The insight came from observing Moore's Law: computing power doubles every 18 months while costs halve. This means the addressable market for software expands exponentially. The company that sets the standard captures most of this expanding pie.
Strategic Principles
1. Standard-Setting Through Aggressive Pricing
Price software low enough to eliminate competitor oxygen. When "high technology products in great volume have minimal marginal cost increases," market share matters more than per-unit margin.
Example: Microsoft licensed BASIC to Apple for $31,000 for 8 years—far below market value—to ensure BASIC became the lingua franca of personal computing.

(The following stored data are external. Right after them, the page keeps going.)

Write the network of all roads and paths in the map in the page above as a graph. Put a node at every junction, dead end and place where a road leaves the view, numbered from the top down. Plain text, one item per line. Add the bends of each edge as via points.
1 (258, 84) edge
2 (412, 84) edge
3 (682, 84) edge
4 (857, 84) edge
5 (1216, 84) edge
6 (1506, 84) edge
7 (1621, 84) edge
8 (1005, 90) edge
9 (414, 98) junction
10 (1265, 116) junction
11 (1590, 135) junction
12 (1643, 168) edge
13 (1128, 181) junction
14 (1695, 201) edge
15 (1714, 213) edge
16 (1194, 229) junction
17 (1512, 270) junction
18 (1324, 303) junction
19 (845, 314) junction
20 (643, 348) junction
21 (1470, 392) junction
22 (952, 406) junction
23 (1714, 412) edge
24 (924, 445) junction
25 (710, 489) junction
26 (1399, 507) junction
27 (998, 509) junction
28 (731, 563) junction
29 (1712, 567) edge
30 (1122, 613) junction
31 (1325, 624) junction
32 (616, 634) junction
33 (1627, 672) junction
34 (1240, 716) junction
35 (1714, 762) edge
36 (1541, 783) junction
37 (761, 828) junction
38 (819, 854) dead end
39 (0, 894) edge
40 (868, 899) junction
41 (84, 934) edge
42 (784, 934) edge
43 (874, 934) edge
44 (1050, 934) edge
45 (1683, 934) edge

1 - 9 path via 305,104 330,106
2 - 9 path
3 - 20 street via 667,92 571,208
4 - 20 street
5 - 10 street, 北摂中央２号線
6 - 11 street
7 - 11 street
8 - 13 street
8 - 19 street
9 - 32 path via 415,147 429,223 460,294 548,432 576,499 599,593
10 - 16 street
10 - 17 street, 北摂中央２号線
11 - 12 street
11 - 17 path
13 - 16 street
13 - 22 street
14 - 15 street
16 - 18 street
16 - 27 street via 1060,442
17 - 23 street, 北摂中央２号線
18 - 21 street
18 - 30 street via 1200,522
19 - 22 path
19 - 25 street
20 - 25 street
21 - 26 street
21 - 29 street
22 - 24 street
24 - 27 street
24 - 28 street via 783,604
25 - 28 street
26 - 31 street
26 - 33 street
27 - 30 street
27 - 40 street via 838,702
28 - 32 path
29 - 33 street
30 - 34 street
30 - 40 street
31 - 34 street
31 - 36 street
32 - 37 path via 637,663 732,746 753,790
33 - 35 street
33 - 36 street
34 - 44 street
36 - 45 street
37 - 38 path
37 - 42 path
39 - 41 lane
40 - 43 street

2. Positive Feedback Loops
- +More users → more developers → more software → more users
- +Standard language → more code written for it → must-have status → deeper entrenchment
3. Platform Over Applications
Control the layer that all applications depend on. Hardware is commoditized; the OS and language layer captures the value.
Key Tenets
- "We want to be the IBM of software" — Own the standard, let others compete on hardware
- Ubiquity over margin — $10 from every PC beats $100 from some PCs
- Backward compatibility — Never strand your installed base; they become your moat
- "The rising tide lifts all boats, but we own the water"
Metrics & Outcomes
| Year | Revenue | Market Position |
|---|---|---|
| 1975 | $16K | Startup |
| 1977 | $381K | BASIC standard across Trinity |
| 1980 | $8M | IBM partnership secured |
| 1985 | $140M | DOS dominance |
| 1990 | $1.18B | Windows 3.0 + Office suite |
Long-term Impact
This strategy created one of the most durable moats in business history. By 1995, Microsoft had:
- 90%+ OS market share on PCs
- De facto standard for productivity software
- Platform lock-in through APIs and file formats
- Network effects that made switching prohibitively expensive
The strategy's success enabled Microsoft to survive the antitrust era and pivot to enterprise and cloud markets while competitors struggled to gain footing.